What normally kills brand new batteries fast is to have them discharge and leave them standing for weeks or months in depleted state.

That is the typical fate for most "recreational" batteries. They become unattended.

A few disaster discharges followed by a charge and the batteries will still be cooperative, but do not ever leave discharged motorcycle or car batteries for later care.

You notice battery cells become sulphated when the battery voltage can be driven high and battery receives no current. Typically a healthy and slightly discharged 12V 70Ah battery drops to 15-20 Amps after a few minutes at 14.4V chharging. When sulphated You can apply 15-30V and barely no current flows at all. Then you are in trouble.

If you have a current limited power supply you can torture batteries and fry them on higher voltage with the current limit set to maybe 0.01 of the capacity.

If/when the battery starts to draw some current you have plenty of time before it is fully charged.

Normally when heavily sulphated you can possibly postpone bying a new battery, but it will never be as new.

Lead-acid batteries are like pets - they behave in accordance with how they are treated.

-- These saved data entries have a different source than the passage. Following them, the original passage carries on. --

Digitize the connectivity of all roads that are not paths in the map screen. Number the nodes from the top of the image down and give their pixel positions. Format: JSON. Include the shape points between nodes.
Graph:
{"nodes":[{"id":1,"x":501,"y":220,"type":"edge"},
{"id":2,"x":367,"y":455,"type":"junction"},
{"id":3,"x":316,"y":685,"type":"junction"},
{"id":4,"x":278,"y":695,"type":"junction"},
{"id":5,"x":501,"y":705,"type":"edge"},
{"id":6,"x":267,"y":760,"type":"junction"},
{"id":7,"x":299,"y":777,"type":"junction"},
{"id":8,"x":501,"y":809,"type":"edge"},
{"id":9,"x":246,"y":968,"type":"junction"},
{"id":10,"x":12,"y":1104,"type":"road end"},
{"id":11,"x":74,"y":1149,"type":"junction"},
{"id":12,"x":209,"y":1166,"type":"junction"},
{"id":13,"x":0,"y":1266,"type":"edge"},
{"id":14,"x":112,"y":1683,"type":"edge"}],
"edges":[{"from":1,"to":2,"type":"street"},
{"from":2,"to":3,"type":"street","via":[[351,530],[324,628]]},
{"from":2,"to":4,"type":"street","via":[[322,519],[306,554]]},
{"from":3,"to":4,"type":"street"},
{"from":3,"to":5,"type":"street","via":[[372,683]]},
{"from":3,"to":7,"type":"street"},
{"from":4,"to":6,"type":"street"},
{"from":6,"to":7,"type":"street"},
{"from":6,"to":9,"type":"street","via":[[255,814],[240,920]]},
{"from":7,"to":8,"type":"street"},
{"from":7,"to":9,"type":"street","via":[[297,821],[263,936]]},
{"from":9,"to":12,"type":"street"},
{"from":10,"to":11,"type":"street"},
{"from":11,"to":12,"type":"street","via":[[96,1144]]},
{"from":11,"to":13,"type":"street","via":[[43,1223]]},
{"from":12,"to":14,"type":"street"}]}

Some years ago I've bought this scooter with a dead 6 V Bat; only started with pedal kick. Placed bat in a controlled recharger: 6V times square root 2, roughly 8.5 V. It was a 4AH, so regulated (tried) charge at 10%, thus 400mA; but as bat was dead, had to increase voltage up to 10 or 12V (can't really remember) untill those 400mA could be achieved. At this point, had to monitor liquid inside cells and charging current; almost every 20 minutes or so, had to decrease voltage to obtain correct charging current. Eventualy reached a point where could have 400mA with corredct charging voltage (8.5 V) and always monitoring electrolite in cells. Then, let it sit charging for 14 hours. It became as new. Guess that excess voltage was needed to "break" bad salts in electrodes. Those collegues of mine (electronic professionals) gave these instructions and from that point, always used those references: Square root 2 times bat voltage, at 10% mA for 14 hours.